=== Section Start ===
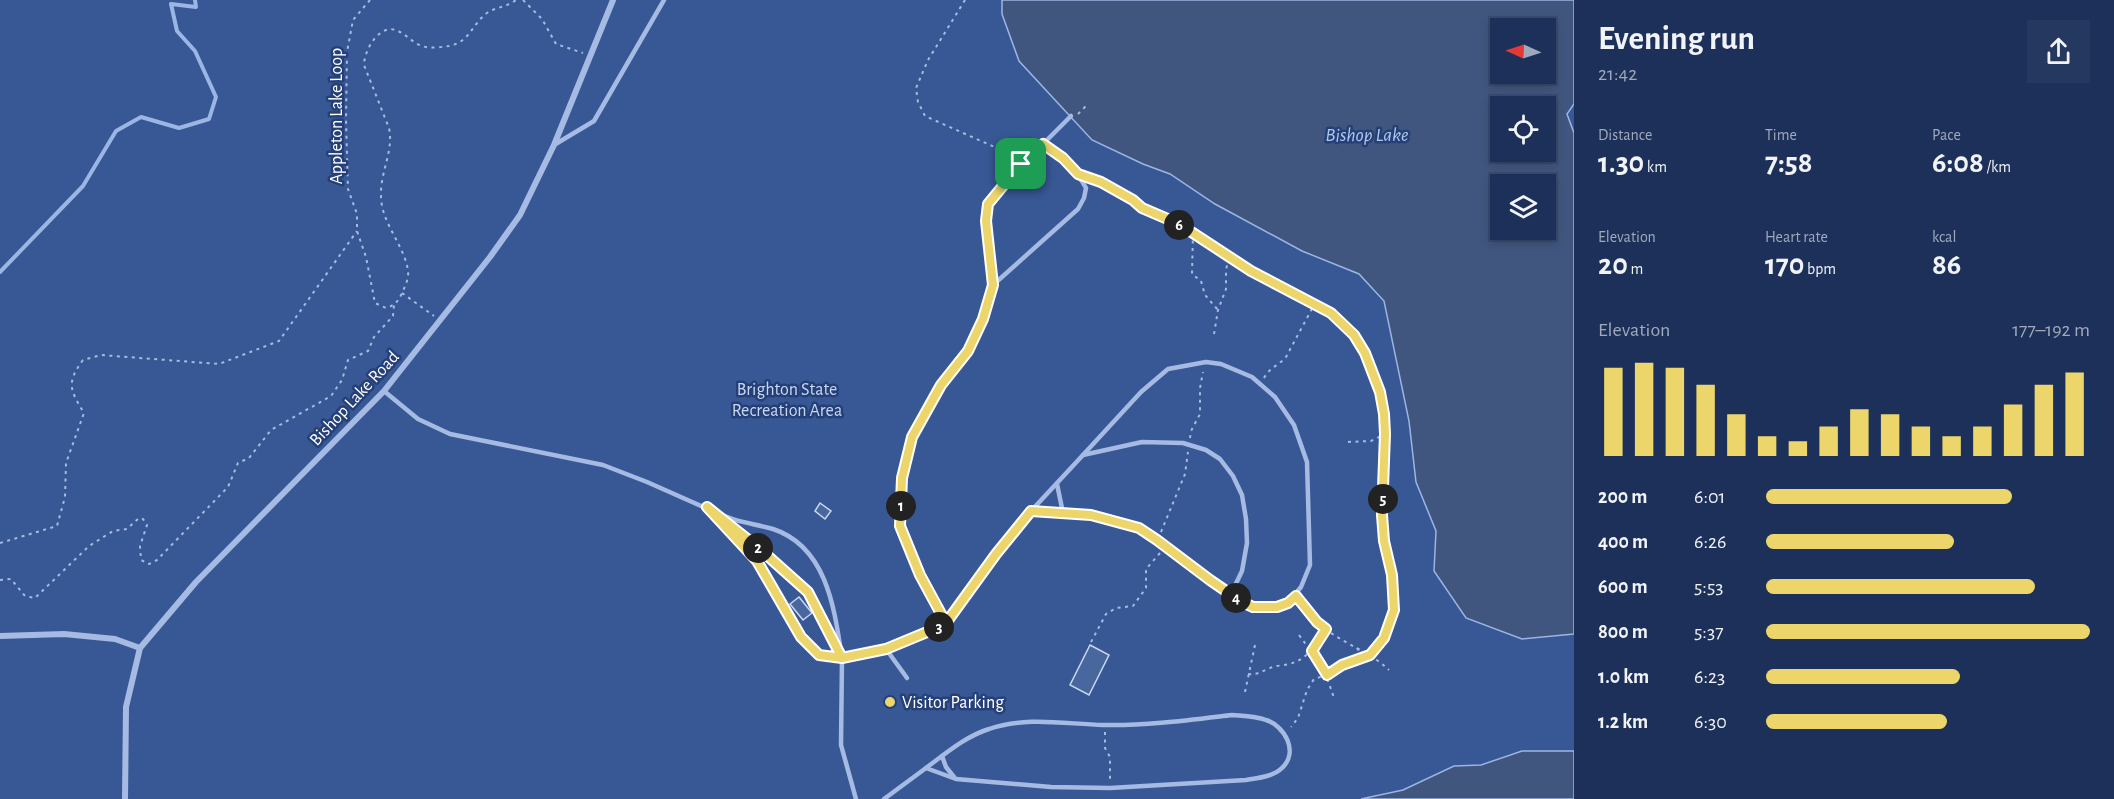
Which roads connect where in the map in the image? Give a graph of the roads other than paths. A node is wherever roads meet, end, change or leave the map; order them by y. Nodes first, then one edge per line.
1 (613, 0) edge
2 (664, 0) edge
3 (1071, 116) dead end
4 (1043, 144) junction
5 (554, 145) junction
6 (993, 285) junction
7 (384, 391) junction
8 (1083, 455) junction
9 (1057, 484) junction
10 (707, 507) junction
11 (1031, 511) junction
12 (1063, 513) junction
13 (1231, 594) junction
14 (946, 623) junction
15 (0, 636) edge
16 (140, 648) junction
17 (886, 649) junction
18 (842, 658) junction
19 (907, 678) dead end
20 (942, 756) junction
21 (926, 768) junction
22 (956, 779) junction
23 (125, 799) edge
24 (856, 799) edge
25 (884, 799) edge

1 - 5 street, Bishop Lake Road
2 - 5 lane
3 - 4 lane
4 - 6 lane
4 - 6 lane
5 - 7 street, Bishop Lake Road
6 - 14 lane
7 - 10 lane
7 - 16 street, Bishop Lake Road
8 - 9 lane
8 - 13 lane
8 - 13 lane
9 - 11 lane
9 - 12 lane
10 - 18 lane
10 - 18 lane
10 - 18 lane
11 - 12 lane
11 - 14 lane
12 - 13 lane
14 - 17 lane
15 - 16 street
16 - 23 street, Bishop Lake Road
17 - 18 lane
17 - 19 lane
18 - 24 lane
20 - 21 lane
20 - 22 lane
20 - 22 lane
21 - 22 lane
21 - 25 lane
=== Section End ===
§ **Task brief**: Write out the records once more, word for word, though without the pictures they contain.

§ **Your response**:
Which roads connect where in the map in the image? Give a graph of the roads other than paths. A node is wherever roads meet, end, change or leave the map; order them by y. Nodes first, then one edge per line.
1 (613, 0) edge
2 (664, 0) edge
3 (1071, 116) dead end
4 (1043, 144) junction
5 (554, 145) junction
6 (993, 285) junction
7 (384, 391) junction
8 (1083, 455) junction
9 (1057, 484) junction
10 (707, 507) junction
11 (1031, 511) junction
12 (1063, 513) junction
13 (1231, 594) junction
14 (946, 623) junction
15 (0, 636) edge
16 (140, 648) junction
17 (886, 649) junction
18 (842, 658) junction
19 (907, 678) dead end
20 (942, 756) junction
21 (926, 768) junction
22 (956, 779) junction
23 (125, 799) edge
24 (856, 799) edge
25 (884, 799) edge

1 - 5 street, Bishop Lake Road
2 - 5 lane
3 - 4 lane
4 - 6 lane
4 - 6 lane
5 - 7 street, Bishop Lake Road
6 - 14 lane
7 - 10 lane
7 - 16 street, Bishop Lake Road
8 - 9 lane
8 - 13 lane
8 - 13 lane
9 - 11 lane
9 - 12 lane
10 - 18 lane
10 - 18 lane
10 - 18 lane
11 - 12 lane
11 - 14 lane
12 - 13 lane
14 - 17 lane
15 - 16 street
16 - 23 street, Bishop Lake Road
17 - 18 lane
17 - 19 lane
18 - 24 lane
20 - 21 lane
20 - 22 lane
20 - 22 lane
21 - 22 lane
21 - 25 lane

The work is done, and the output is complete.